Por Francisco Javier Acuña
Herencia y memoria presidencial
El alma política de México (si se acepta esa licencia), es la invocación Presidencial por encima de la vocación presidencial. La primera es populosa, la segunda acotada a los actores políticos forjados o en ciernes.
El presidencialismo es el centro de un poderoso magneto que hace girar todo a su alrededor y como otras contadas motivaciones nacionales que experimenta la sociedad con independencia de la condición y la formación académica de los connacionales, la figura presidencial no resulta indiferente básicamente a nadie. Naturalmente, suscita toda suerte de reacciones, de adhesión o de irritación, pero jamás, un concepto anodino.
Me refiero a algo más sofisticado y sensible, a un sentimiento que gravita sobre la mexicanidad y que asocia lo presidencial (todo lo relativo a la figura del ocupante a la Presidencia de la Republica) a un campo de respeto y admiración a la expresión de máxima autoridad, a pesar (o sin pensar) de quién sea el titular del poder ejecutivo federal en turno. La institución presidencial es parte de la centralidad con la que la nación mexicana contempla la realidad de cada tramo de la historia, es telescopio y microscopio.
En esa dirección, “la mexicanidad”, en su referencia imaginativa lleva puesto el sarape o el reboso de los signos y los símbolos culturales que unen las dimensiones de la patria: el selectivo pasado glorioso, el maniqueo del presente (el presidencialismo atrapa durante cada ciclo la conexión de lo que acontece) y el horizonte del futuro. Y en esa atmósfera mágica y trágica de la patria, los presidentes, héroes por su grandeza o martirio, y la versión antitética, bordada entre los hilos y listones tricolores, la sugerente banda presidencial, acaparan nuestros sentidos: la bandera elásticamente ceñida al pecho del ungido temporal. Al margen de la popularidad o del carisma de quien ocupa la presidencia.
En un país de marcada tradición presidencial conviene separar los alcances de cada variable de su fuerza para ocuparnos exclusivamente de la línea que une el cobijo presidencial, cual “el manto protector”, con manifestaciones culturales que dejan huellas imborrables en la idiosincrasia nacional.

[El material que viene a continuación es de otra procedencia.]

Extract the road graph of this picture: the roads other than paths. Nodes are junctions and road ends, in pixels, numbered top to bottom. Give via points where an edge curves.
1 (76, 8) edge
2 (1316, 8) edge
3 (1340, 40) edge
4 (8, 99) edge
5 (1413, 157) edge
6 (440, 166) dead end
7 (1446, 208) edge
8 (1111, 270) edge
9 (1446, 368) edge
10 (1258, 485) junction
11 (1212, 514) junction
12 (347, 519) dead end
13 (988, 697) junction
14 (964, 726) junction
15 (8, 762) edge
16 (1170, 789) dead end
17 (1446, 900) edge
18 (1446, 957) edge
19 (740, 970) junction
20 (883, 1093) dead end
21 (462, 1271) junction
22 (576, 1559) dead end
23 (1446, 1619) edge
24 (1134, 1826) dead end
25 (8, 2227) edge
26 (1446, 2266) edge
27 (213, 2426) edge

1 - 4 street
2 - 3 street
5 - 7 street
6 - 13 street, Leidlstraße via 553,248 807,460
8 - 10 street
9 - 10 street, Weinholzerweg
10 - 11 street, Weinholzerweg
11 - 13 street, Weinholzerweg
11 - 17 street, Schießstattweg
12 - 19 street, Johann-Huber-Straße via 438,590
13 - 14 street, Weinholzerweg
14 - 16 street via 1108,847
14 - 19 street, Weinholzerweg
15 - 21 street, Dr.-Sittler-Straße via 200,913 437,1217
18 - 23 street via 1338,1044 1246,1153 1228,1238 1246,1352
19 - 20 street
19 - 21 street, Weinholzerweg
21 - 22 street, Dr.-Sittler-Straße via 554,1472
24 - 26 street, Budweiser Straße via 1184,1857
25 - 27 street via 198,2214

Los presidentes mexicanos son o queridos u odiados, inclusive no pocos pasan sin pena ni gloria y se van directo al limbo de la memoria presidencial.
Lo que hasta ahora no ha dejado de ser una constante es que, los mexicanos en general, tenemos una debilidad al poder presidencial. La gente en México está dispuesta a ir a ver pasar al candidato a la presidencia o a ir a verlo aunque no sea atractivo o de personalidad arrolladora sólo para poder comentar que lo hizo, eso le proporciona un elemento de notoriedad. E inclusive, y no sólo al inicio del mandato cuando todo es novedad, yendo más lejos a poco de concluir el mandato, la gente está dispuesta a buscar una fotografía con el presidente porque existe en ello un afán de trascendencia (una manera de guardar un recuerdo o una constancia de haber estado a su lado, por unos instantes). Acaso hay un poco de fetichismo en ello, el cargo de presidente es por sí mismo fuente de energía, algo como —guardadas las debidas proporciones— subir en equinoccio o en solsticio a la pirámide indicada.
Agradezco a Excelsior que me brinde la oportunidad quincenal de reflexionar sobre la herencia y la memoria presidencial mexicana. Por una vocación particular que data de más de veinte años, soy un coleccionista de las referencias presidenciales, especialmente de numismática, filatelia y objetos pequeños que reseñan la simbología presidencialista, por eso presido la Fundación Herencia y Memoria Presidencial que, naturalmente, no busca fines de lucro, sino exclusivamente pensar y repensar entorno al legado cultural del fenómeno presidencial desde 1824 a nuestros días. Esta columna la firmo como analista, académico, jurista y politólogo.